→ WHAT YOU WILL DO
From the material below, list every line containing "nodes".

================================

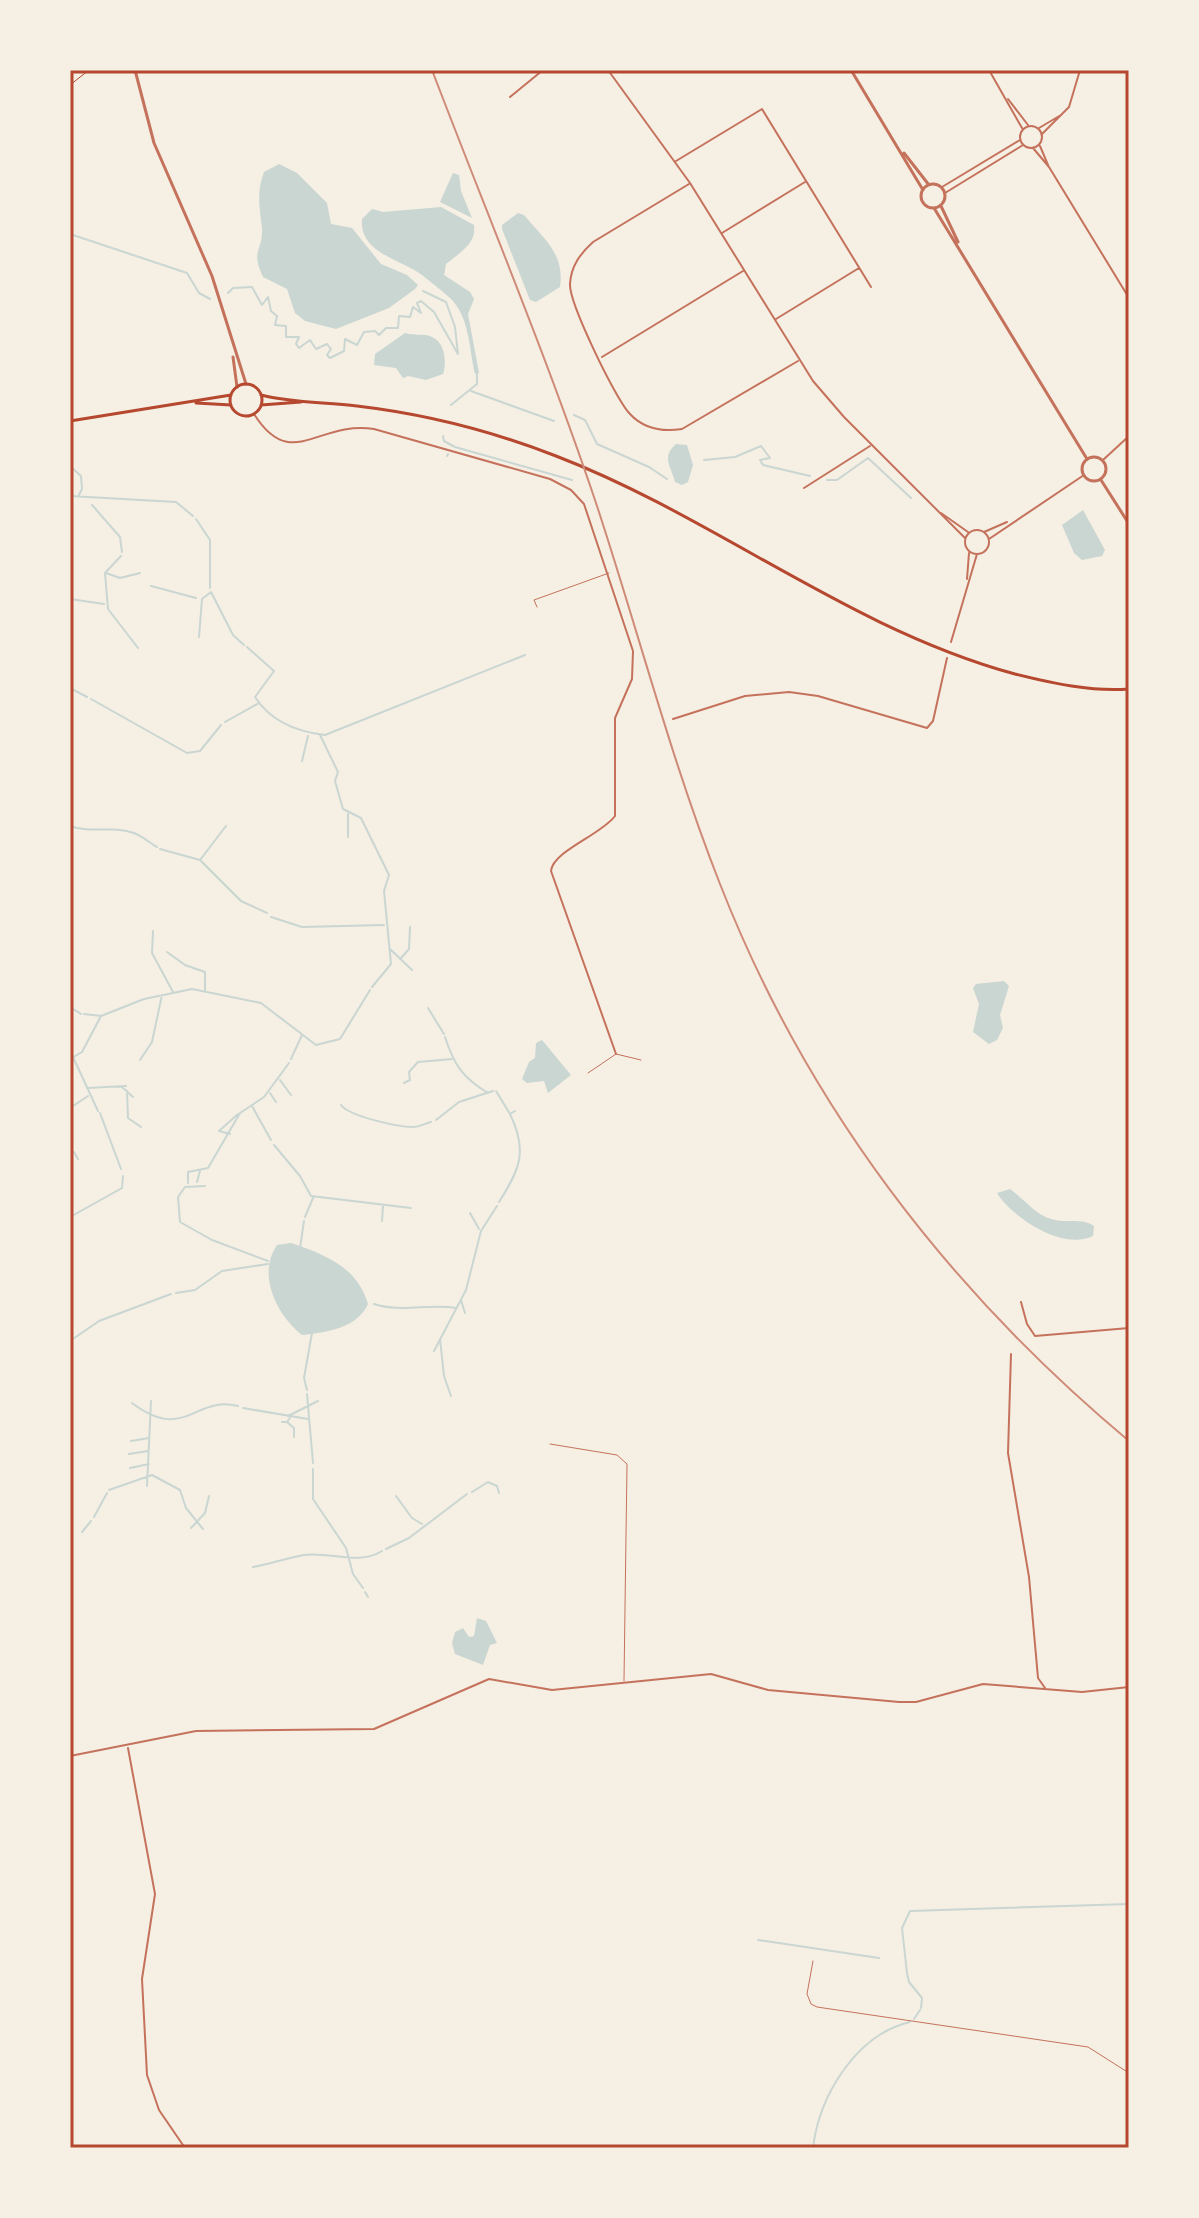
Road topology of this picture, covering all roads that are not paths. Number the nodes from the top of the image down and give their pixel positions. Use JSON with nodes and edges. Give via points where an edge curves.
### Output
{"nodes":[{"id":1,"x":135,"y":70,"type":"edge"},
{"id":2,"x":543,"y":70,"type":"edge"},
{"id":3,"x":608,"y":70,"type":"edge"},
{"id":4,"x":851,"y":70,"type":"edge"},
{"id":5,"x":989,"y":70,"type":"edge"},
{"id":6,"x":1080,"y":70,"type":"edge"},
{"id":7,"x":1005,"y":95,"type":"junction"},
{"id":8,"x":510,"y":97,"type":"dead end"},
{"id":9,"x":1062,"y":114,"type":"junction"},
{"id":10,"x":1029,"y":126,"type":"junction"},
{"id":11,"x":1038,"y":129,"type":"junction"},
{"id":12,"x":1022,"y":130,"type":"junction"},
{"id":13,"x":1042,"y":134,"type":"junction"},
{"id":14,"x":1020,"y":140,"type":"junction"},
{"id":15,"x":1039,"y":144,"type":"junction"},
{"id":16,"x":1023,"y":145,"type":"junction"},
{"id":17,"x":1033,"y":148,"type":"junction"},
{"id":18,"x":900,"y":149,"type":"junction"},
{"id":19,"x":675,"y":162,"type":"junction"},
{"id":20,"x":1049,"y":167,"type":"junction"},
{"id":21,"x":806,"y":182,"type":"junction"},
{"id":22,"x":690,"y":183,"type":"junction"},
{"id":23,"x":929,"y":185,"type":"junction"},
{"id":24,"x":942,"y":187,"type":"junction"},
{"id":25,"x":923,"y":190,"type":"junction"},
{"id":26,"x":945,"y":193,"type":"junction"},
{"id":27,"x":941,"y":205,"type":"junction"},
{"id":28,"x":934,"y":208,"type":"junction"},
{"id":29,"x":722,"y":233,"type":"junction"},
{"id":30,"x":961,"y":249,"type":"junction"},
{"id":31,"x":859,"y":268,"type":"junction"},
{"id":32,"x":744,"y":270,"type":"junction"},
{"id":33,"x":871,"y":287,"type":"dead end"},
{"id":34,"x":1129,"y":298,"type":"edge"},
{"id":35,"x":775,"y":320,"type":"junction"},
{"id":36,"x":232,"y":349,"type":"junction"},
{"id":37,"x":600,"y":358,"type":"junction"},
{"id":38,"x":799,"y":360,"type":"junction"},
{"id":39,"x":246,"y":384,"type":"junction"},
{"id":40,"x":237,"y":387,"type":"junction"},
{"id":41,"x":231,"y":395,"type":"junction"},
{"id":42,"x":261,"y":395,"type":"junction"},
{"id":43,"x":310,"y":402,"type":"junction"},
{"id":44,"x":188,"y":403,"type":"junction"},
{"id":45,"x":231,"y":405,"type":"junction"},
{"id":46,"x":261,"y":405,"type":"junction"},
{"id":47,"x":254,"y":414,"type":"junction"},
{"id":48,"x":70,"y":421,"type":"edge"},
{"id":49,"x":1129,"y":436,"type":"edge"},
{"id":50,"x":871,"y":445,"type":"junction"},
{"id":51,"x":1087,"y":459,"type":"junction"},
{"id":52,"x":1103,"y":460,"type":"junction"},
{"id":53,"x":1084,"y":475,"type":"junction"},
{"id":54,"x":1100,"y":480,"type":"junction"},
{"id":55,"x":804,"y":488,"type":"dead end"},
{"id":56,"x":937,"y":510,"type":"junction"},
{"id":57,"x":1009,"y":522,"type":"junction"},
{"id":58,"x":1129,"y":524,"type":"edge"},
{"id":59,"x":968,"y":532,"type":"junction"},
{"id":60,"x":984,"y":532,"type":"junction"},
{"id":61,"x":965,"y":538,"type":"junction"},
{"id":62,"x":989,"y":539,"type":"junction"},
{"id":63,"x":970,"y":552,"type":"junction"},
{"id":64,"x":977,"y":554,"type":"junction"},
{"id":65,"x":609,"y":573,"type":"junction"},
{"id":66,"x":967,"y":580,"type":"junction"},
{"id":67,"x":537,"y":607,"type":"dead end"},
{"id":68,"x":951,"y":642,"type":"dead end"},
{"id":69,"x":947,"y":658,"type":"dead end"},
{"id":70,"x":1129,"y":689,"type":"edge"},
{"id":71,"x":673,"y":719,"type":"dead end"},
{"id":72,"x":616,"y":1054,"type":"junction"},
{"id":73,"x":641,"y":1060,"type":"dead end"},
{"id":74,"x":588,"y":1073,"type":"dead end"},
{"id":75,"x":1021,"y":1302,"type":"dead end"},
{"id":76,"x":1129,"y":1328,"type":"edge"},
{"id":77,"x":1011,"y":1354,"type":"dead end"},
{"id":78,"x":550,"y":1444,"type":"dead end"},
{"id":79,"x":1038,"y":1678,"type":"junction"},
{"id":80,"x":624,"y":1683,"type":"junction"},
{"id":81,"x":1032,"y":1687,"type":"junction"},
{"id":82,"x":1129,"y":1687,"type":"edge"},
{"id":83,"x":1045,"y":1689,"type":"junction"},
{"id":84,"x":128,"y":1747,"type":"junction"},
{"id":85,"x":70,"y":1756,"type":"edge"},
{"id":86,"x":813,"y":1961,"type":"dead end"},
{"id":87,"x":1129,"y":2073,"type":"edge"},
{"id":88,"x":185,"y":2148,"type":"edge"}],
"edges":[{"from":1,"to":36,"type":"street","via":[[154,143],[212,276]]},
{"from":2,"to":8,"type":"street"},
{"from":3,"to":19,"type":"street"},
{"from":4,"to":18,"type":"street"},
{"from":5,"to":7,"type":"street"},
{"from":6,"to":9,"type":"street","via":[[1077,91]]},
{"from":7,"to":10,"type":"street"},
{"from":7,"to":12,"type":"street"},
{"from":9,"to":11,"type":"street"},
{"from":9,"to":13,"type":"street"},
{"from":10,"to":11,"type":"street"},
{"from":10,"to":12,"type":"street"},
{"from":11,"to":13,"type":"street"},
{"from":12,"to":14,"type":"street"},
{"from":13,"to":15,"type":"street"},
{"from":14,"to":16,"type":"street"},
{"from":14,"to":24,"type":"street"},
{"from":15,"to":17,"type":"street"},
{"from":15,"to":20,"type":"street"},
{"from":16,"to":17,"type":"street"},
{"from":16,"to":26,"type":"street"},
{"from":17,"to":20,"type":"street"},
{"from":18,"to":23,"type":"street"},
{"from":18,"to":25,"type":"street"},
{"from":19,"to":21,"type":"street","via":[[762,109]]},
{"from":19,"to":22,"type":"street"},
{"from":20,"to":34,"type":"street"},
{"from":21,"to":29,"type":"street"},
{"from":21,"to":31,"type":"street"},
{"from":22,"to":29,"type":"street"},
{"from":22,"to":37,"type":"street","via":[[593,242],[575,262],[570,295]]},
{"from":23,"to":24,"type":"street"},
{"from":23,"to":25,"type":"street"},
{"from":24,"to":26,"type":"street"},
{"from":25,"to":28,"type":"street","via":[[924,204]]},
{"from":26,"to":27,"type":"street"},
{"from":27,"to":28,"type":"street"},
{"from":27,"to":30,"type":"street"},
{"from":28,"to":30,"type":"street"},
{"from":29,"to":32,"type":"street"},
{"from":30,"to":51,"type":"street"},
{"from":31,"to":33,"type":"street"},
{"from":31,"to":35,"type":"street"},
{"from":32,"to":35,"type":"street"},
{"from":32,"to":37,"type":"street"},
{"from":35,"to":38,"type":"street"},
{"from":36,"to":39,"type":"street"},
{"from":36,"to":40,"type":"street"},
{"from":37,"to":38,"type":"street","via":[[631,415],[644,425],[668,431],[692,425]]},
{"from":38,"to":50,"type":"street"},
{"from":39,"to":40,"type":"main road"},
{"from":39,"to":42,"type":"main road"},
{"from":40,"to":41,"type":"main road"},
{"from":41,"to":44,"type":"main road"},
{"from":41,"to":45,"type":"main road"},
{"from":42,"to":43,"type":"main road"},
{"from":42,"to":46,"type":"main road"},
{"from":43,"to":46,"type":"main road"},
{"from":43,"to":70,"type":"main road","via":[[447,422],[558,457],[608,477],[915,639],[1037,679]]},
{"from":44,"to":45,"type":"main road"},
{"from":44,"to":48,"type":"main road"},
{"from":45,"to":47,"type":"main road","via":[[239,414]]},
{"from":46,"to":47,"type":"main road"},
{"from":47,"to":65,"type":"street","via":[[272,437],[288,443],[345,427],[374,429],[563,485],[584,504]]},
{"from":49,"to":52,"type":"street"},
{"from":50,"to":55,"type":"street"},
{"from":50,"to":56,"type":"street"},
{"from":51,"to":52,"type":"street"},
{"from":51,"to":53,"type":"street"},
{"from":52,"to":54,"type":"street","via":[[1106,472]]},
{"from":53,"to":54,"type":"street"},
{"from":53,"to":57,"type":"street"},
{"from":54,"to":58,"type":"street"},
{"from":56,"to":59,"type":"street"},
{"from":56,"to":61,"type":"street"},
{"from":57,"to":60,"type":"street"},
{"from":57,"to":62,"type":"street"},
{"from":59,"to":60,"type":"street"},
{"from":59,"to":61,"type":"street"},
{"from":60,"to":62,"type":"street"},
{"from":61,"to":63,"type":"street"},
{"from":62,"to":64,"type":"street","via":[[988,547]]},
{"from":63,"to":64,"type":"street"},
{"from":63,"to":66,"type":"street"},
{"from":64,"to":66,"type":"street"},
{"from":65,"to":67,"type":"lane","via":[[534,600]]},
{"from":65,"to":72,"type":"street","via":[[633,660],[632,679],[615,718],[617,808],[604,828],[556,859],[551,871]]},
{"from":66,"to":68,"type":"street"},
{"from":69,"to":71,"type":"street","via":[[927,728],[789,692],[745,696]]},
{"from":72,"to":73,"type":"lane"},
{"from":72,"to":74,"type":"lane"},
{"from":75,"to":76,"type":"street","via":[[1035,1336]]},
{"from":77,"to":79,"type":"street","via":[[1008,1453],[1029,1577]]},
{"from":78,"to":80,"type":"lane","via":[[617,1455],[627,1464]]},
{"from":79,"to":81,"type":"street"},
{"from":79,"to":83,"type":"street"},
{"from":80,"to":81,"type":"street","via":[[711,1674],[768,1690],[899,1702],[983,1684]]},
{"from":80,"to":84,"type":"street","via":[[552,1690],[489,1679],[374,1729],[221,1729]]},
{"from":81,"to":83,"type":"street"},
{"from":82,"to":83,"type":"street","via":[[1090,1692]]},
{"from":84,"to":85,"type":"street"},
{"from":84,"to":88,"type":"street","via":[[155,1894],[142,1979],[147,2075],[159,2110]]},
{"from":86,"to":87,"type":"lane","via":[[807,1994],[817,2007],[1088,2047]]}]}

================================

→ SOLUTION TO THE EXERCISE
Road topology of this picture, covering all roads that are not paths. Number the nodes from the top of the image down and give their pixel positions. Use JSON with nodes and edges. Give via points where an edge curves.
{"nodes":[{"id":1,"x":135,"y":70,"type":"edge"},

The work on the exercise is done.